Fueling gas peaker plants with natural gas affects our climate twice. Most obviously, by the carbon pollution that rises from the smokestack at the plant. But as Bill McKibben writes, “… any methane that escapes unburned into the atmosphere on the way to the power plant warms the planet very effectively — so effectively that if you leak more than 2 or 3 percent, it’s worse for climate change than coal.”

As has been widely reported, a ten-year study of the oil and gas supply chain shows that methane emissions are about 60% higher than EPA had previously estimated. As reported in Bloomberg,

“The bottom line is that the amount of methane being lost across the supply chain is substantial, it’s higher than current estimates from the EPA, and the amount is large enough to double the climate footprint of natural gas on a 20-year basis,” Ramon Alvarez, associate chief scientist at EDF and lead author of the study, said in a telephone interview.

As EDF points out, the oil and gas industry has “significant opportunities … to dramatically and cost-effectively reduce methane emissions today.” In the Southeast, where there is relatively little oil and gas industry association with methane emissions, the biggest thing we can do to reduce methane emissions is to reduce the use of natural gas. It’s complicated, but basically the leak rate is a percentage of total consumption, so leaks increase (or decrease) when natural gas consumption goes up (or down). Until industry acts to stop the leaks, more natural gas consumption means more methane in our atmosphere, and an acceleration of global warming.

Natural gas combustion turbines are both a small and a large part of the Southeast’s power grid. They are a small part of the grid in the sense that they only supply about 2-3% of the electricity. Typically, they are only operated at about 5% of maximum potential because they are relatively inefficient. For fuel alone, they cost at least double the average power plant in the Southeast.

Even though they are costly to operate, utilities use gas peakers to supply power for relatively short periods of time, or for very special needs such as maintaining reliability in a specific location. The high cost to operate these plants is offset by the relatively low cost to build them. For occasional use, natural gas peaking plants are used as a cost benchmark for short-term power needs. Because utilities are committed to providing reliable electric service, there are a lot of natural gas peakers in the Southeast. The 95 peaking plants that operated in 2016 represented about 17% of the Southeast’s power generation capacity.

The overall 80% increase in natural gas peaker plants in 2016 was concentrated at just 14 power plants operated by just five of the Southeast’s power systems.
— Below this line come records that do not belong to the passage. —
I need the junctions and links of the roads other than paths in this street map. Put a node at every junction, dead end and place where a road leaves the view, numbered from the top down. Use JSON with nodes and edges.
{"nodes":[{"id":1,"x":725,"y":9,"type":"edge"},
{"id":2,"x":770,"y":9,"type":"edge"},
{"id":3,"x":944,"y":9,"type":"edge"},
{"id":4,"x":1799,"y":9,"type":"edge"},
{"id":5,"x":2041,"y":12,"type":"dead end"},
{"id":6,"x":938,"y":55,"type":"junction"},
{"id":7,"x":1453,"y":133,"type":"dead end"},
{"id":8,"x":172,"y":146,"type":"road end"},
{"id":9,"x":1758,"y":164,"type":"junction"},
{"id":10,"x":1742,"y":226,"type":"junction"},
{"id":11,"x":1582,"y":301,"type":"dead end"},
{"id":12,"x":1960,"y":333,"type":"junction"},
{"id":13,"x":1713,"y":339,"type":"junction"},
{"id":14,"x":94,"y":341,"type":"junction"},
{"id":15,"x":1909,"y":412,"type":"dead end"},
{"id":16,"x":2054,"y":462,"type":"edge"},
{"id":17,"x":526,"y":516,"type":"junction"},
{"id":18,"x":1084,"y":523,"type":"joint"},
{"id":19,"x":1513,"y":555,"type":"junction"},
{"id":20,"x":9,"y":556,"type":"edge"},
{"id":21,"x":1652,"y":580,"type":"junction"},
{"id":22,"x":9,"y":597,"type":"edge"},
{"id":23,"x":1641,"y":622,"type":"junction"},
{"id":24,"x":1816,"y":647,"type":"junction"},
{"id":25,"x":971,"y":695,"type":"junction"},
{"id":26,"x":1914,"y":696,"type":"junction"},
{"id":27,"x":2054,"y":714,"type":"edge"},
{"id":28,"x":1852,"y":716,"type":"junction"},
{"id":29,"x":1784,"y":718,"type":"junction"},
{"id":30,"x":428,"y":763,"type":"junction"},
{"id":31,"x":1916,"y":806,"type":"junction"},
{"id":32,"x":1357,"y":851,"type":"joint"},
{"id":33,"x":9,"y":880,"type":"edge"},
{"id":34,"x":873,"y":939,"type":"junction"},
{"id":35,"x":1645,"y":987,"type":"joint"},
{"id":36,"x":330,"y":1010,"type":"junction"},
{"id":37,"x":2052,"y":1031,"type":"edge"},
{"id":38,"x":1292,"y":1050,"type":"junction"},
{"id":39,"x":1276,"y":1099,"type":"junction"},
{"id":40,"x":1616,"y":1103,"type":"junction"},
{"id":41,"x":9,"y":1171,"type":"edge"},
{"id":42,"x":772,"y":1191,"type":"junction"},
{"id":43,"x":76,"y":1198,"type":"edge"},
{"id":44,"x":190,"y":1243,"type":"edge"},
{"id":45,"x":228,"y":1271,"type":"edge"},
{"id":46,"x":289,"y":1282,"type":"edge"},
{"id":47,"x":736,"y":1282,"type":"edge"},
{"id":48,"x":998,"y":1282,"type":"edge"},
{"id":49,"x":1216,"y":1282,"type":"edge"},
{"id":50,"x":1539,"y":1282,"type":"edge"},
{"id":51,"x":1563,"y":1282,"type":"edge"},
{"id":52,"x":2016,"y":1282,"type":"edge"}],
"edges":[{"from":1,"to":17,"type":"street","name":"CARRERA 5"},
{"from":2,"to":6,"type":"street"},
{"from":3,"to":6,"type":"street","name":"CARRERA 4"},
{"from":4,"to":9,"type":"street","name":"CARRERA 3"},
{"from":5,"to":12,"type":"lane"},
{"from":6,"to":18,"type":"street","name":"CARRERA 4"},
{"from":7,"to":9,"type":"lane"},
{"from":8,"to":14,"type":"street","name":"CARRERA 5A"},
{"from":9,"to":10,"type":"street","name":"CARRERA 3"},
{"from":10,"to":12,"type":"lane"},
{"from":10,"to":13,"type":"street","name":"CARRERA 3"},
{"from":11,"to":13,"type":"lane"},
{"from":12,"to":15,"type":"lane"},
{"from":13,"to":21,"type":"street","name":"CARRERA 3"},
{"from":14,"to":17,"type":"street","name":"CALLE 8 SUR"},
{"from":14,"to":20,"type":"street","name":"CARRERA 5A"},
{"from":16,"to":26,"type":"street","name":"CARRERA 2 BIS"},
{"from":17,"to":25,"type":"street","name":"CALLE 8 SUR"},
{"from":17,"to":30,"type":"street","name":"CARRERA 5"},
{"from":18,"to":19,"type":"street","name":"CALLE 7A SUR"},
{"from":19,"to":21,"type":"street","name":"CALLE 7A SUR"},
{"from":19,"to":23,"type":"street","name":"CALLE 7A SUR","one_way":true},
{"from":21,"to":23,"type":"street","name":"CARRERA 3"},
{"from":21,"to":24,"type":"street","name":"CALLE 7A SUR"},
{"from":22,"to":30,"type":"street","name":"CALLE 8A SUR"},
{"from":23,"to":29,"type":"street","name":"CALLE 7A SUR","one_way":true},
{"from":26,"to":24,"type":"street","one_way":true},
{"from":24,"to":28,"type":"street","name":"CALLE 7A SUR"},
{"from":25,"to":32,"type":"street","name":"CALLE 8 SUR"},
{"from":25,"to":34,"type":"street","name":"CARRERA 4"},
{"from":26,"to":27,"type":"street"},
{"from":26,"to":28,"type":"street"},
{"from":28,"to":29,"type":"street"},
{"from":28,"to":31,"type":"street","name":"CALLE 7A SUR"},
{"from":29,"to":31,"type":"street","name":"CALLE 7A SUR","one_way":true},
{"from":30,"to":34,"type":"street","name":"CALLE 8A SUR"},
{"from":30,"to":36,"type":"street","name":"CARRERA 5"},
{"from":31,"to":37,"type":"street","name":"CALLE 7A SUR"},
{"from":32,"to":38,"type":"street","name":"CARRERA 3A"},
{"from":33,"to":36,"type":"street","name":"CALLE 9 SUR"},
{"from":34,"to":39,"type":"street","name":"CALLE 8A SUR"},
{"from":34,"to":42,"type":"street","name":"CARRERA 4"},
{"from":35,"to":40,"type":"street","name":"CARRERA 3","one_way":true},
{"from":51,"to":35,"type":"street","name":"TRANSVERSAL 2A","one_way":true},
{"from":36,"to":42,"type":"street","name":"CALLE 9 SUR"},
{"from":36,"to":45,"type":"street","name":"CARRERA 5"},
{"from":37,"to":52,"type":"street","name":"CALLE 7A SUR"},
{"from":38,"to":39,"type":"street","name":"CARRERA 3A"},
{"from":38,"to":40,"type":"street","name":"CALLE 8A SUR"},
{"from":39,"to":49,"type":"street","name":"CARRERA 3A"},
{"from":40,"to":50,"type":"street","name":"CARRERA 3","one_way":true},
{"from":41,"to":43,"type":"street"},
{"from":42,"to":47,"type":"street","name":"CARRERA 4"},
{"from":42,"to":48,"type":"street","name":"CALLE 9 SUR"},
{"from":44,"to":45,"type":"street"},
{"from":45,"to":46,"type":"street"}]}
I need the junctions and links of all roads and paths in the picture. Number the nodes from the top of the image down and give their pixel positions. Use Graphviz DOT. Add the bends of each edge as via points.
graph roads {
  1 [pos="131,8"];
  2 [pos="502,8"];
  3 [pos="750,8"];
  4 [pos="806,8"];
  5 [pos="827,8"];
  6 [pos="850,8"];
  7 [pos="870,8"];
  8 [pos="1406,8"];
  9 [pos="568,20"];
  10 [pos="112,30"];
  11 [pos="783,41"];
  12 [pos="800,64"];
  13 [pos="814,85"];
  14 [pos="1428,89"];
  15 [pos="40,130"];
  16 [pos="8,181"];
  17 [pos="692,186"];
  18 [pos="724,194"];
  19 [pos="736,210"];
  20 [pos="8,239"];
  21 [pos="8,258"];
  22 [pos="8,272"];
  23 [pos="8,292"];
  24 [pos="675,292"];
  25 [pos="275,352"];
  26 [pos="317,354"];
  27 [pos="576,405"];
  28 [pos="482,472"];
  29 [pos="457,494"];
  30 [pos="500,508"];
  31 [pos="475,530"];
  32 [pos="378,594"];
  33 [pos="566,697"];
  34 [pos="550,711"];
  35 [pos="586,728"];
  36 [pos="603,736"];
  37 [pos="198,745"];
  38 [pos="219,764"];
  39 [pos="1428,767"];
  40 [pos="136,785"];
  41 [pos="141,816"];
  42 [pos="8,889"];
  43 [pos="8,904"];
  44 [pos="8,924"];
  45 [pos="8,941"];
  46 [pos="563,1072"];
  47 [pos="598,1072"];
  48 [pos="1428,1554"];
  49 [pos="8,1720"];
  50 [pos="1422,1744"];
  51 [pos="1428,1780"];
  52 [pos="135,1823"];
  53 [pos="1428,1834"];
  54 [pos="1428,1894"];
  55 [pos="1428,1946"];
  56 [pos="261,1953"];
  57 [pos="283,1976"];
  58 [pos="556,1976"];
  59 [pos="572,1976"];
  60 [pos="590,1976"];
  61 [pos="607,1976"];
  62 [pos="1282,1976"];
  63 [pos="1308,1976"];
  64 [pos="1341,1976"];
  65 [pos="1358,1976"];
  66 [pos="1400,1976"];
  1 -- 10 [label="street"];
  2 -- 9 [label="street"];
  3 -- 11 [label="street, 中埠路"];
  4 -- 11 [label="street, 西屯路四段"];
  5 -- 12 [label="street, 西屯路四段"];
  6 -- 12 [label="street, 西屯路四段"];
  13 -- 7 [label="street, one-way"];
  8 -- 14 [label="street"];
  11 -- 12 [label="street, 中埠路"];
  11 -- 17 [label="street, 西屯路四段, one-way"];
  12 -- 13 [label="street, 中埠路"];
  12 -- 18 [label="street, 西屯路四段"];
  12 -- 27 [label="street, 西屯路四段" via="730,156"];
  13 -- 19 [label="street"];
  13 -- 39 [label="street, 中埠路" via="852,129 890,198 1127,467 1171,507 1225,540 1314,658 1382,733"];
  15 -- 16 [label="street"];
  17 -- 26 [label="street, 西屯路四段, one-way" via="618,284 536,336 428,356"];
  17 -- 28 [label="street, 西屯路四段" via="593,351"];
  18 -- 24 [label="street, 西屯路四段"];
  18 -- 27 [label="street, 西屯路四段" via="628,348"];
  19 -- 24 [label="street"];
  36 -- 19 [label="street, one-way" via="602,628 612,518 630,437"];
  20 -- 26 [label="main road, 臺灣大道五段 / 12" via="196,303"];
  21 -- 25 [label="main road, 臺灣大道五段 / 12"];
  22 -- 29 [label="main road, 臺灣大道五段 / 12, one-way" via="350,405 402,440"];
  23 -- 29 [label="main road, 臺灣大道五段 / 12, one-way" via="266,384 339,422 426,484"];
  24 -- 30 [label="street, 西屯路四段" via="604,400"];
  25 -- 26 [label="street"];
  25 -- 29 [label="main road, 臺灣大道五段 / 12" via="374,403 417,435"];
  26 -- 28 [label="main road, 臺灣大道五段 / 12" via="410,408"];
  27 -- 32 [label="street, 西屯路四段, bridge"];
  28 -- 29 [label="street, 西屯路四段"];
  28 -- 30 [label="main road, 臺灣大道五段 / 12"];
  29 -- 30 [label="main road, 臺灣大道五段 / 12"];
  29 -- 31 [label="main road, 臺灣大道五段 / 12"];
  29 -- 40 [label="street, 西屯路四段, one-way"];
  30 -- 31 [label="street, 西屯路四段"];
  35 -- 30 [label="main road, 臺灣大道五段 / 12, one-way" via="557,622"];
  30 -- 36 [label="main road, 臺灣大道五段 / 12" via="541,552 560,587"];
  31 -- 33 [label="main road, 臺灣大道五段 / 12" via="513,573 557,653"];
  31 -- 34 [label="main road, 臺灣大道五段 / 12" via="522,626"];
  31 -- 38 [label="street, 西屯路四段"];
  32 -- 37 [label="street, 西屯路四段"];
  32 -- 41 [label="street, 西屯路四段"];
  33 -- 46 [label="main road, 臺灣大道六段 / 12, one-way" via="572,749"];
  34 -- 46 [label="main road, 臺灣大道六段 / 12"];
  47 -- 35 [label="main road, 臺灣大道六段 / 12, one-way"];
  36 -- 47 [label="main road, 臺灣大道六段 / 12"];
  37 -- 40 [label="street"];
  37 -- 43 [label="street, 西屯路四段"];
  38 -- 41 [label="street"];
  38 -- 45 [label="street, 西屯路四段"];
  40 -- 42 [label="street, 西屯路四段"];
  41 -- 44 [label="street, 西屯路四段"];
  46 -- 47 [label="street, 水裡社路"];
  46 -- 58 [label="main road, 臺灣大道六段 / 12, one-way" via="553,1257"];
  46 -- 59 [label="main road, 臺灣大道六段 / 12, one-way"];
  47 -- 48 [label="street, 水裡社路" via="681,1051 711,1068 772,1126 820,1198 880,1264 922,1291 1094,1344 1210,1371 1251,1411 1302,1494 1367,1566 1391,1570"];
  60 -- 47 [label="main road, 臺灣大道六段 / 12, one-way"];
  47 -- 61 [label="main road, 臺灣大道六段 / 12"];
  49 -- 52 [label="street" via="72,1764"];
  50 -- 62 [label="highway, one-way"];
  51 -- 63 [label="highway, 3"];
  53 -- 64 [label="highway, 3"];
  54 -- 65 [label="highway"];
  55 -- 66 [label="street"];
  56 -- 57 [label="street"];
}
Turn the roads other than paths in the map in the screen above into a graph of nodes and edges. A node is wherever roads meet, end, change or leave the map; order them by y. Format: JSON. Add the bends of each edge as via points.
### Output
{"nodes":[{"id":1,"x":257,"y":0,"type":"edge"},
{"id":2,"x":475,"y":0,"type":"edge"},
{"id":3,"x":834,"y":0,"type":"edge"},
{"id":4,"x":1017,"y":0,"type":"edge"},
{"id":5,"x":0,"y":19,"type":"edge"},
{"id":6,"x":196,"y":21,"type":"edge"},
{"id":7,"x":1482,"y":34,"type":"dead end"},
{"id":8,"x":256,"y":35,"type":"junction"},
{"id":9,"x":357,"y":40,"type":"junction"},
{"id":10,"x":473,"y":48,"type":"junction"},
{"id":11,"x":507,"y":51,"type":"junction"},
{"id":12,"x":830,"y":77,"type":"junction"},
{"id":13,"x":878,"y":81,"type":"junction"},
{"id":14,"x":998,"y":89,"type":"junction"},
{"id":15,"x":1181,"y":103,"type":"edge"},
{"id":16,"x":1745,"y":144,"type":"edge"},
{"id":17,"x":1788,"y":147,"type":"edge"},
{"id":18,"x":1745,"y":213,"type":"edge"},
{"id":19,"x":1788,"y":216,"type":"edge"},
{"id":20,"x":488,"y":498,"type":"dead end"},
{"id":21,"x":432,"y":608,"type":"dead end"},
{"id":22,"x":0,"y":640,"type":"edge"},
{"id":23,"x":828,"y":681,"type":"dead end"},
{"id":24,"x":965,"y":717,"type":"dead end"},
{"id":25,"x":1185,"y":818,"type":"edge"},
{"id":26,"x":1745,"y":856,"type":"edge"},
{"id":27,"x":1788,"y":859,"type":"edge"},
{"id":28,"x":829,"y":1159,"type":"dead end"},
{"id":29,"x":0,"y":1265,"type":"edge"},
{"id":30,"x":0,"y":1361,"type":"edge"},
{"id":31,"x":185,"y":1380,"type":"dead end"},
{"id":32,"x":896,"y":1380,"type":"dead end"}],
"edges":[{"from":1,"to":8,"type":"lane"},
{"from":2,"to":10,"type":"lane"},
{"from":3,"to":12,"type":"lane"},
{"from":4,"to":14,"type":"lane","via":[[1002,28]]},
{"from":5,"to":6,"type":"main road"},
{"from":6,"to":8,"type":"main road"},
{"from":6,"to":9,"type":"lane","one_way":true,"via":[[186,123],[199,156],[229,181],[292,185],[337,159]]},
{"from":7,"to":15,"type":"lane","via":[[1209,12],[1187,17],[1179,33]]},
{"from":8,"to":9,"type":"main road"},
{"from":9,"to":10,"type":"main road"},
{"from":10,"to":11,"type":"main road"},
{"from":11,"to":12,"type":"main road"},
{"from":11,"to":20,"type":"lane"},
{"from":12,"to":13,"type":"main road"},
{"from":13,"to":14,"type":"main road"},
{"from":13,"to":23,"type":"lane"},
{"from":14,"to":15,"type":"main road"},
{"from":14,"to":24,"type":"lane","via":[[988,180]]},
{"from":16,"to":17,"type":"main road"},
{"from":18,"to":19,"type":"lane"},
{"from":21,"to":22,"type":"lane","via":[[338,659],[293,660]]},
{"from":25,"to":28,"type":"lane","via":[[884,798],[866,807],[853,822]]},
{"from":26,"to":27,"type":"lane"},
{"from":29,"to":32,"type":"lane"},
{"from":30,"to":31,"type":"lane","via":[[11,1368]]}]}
As shown below, generation at these 14 power plants increased by almost 150% in 2016 relative to the 2010-14 baseline.

Natural Gas Peaker Plant Generation in the Southeast, 2010-2016 (MWh, or megawatt-hours)

Source: SACE analysis of data supplied by utilities to the US Energy Information Administration.

Note: I excluded 2015 from the baseline because most of the increase in that year was due to a very large, one-year spike at a single plant (Santee Cooper’s John S Rainey). One-year spikes at individual plants are not unusual even though this one was very large.

Some Unsatisfying Theories

I’m a bit confounded because I can’t think of something that these five utility systems have in common that would explain the large and sudden increase in generation from gas peakers. Even if one discounts Santee Cooper and the Florida municipals – which each have just a single plant spiking – none of my theories fit Duke Energy (Carolinas and Florida), Oglethorpe Power (Georgia) and the Tennessee Valley Authority (TVA) equally well without also applying to other utilities that did not show the same spike.

Solar generation – In 2016, solar generation in the Carolinas doubled from 1.1 to 2.2 million MWh. Perhaps Duke Energy needed more peakers to accommodate variable generation from solar?

I doubt it. First, there was no similar increase in solar generation in the territories of Duke Energy Florida, TVA or Oglethorpe Power (a cooperative utility system in Georgia). Second, the increase of roughly 5 million MWh in gas peaker generation in the Carolinas dwarfs the solar generation increase for that year.

Fuel cost drop – Fuel costs did drop in 2016. In 2010-2015, gas cost $48-79 per MWh at Southeastern peaker plants. In 2016, the reported cost dropped to just $42, an average price decrease of $25 per MWh compared to 2010-14.

However, while most of the gas peakers reported similar cost differences, there were other utilities in the Southeast that reported even greater reductions in the cost of gas. Florida Power & Light (FPL) and Alabama Power’s reported fuel costs dropped by $40 and $37 per MWh, respectively, but did not report gas peaker generation at anywhere close to the scale reported by Duke Energy.

It is quite likely that the drop in the cost of natural gas fuel is part of the reason for the spike in gas peaker generation. But there must be something specific about the plant dispatch decisions at Duke Energy, TVA and Oglethorpe that explains the distinct spike.

Lack of alternatives – Another possibility is that the ongoing transition from coal to natural gas combined cycle plants required a “bridge” as plant completions occurred. Perhaps combined cycle plants were simply being operated at maximum output and there was no good alternative besides a gas peaker? That doesn’t appear to be the case, as capacity factors for these plants averaged well below their 70-80% potential at TVA (54%), Duke Energy Florida (59%), and Oglethorpe (64%). Only Duke Energy in the Carolinas (72%) might have been constrained from using combined cycle plants more aggressively – but Georgia Power operated its plants at 67% capacity factor without triggering an increase in gas peaker use. So this might have been a factor in the Carolinas, but it’s not a particularly compelling theory.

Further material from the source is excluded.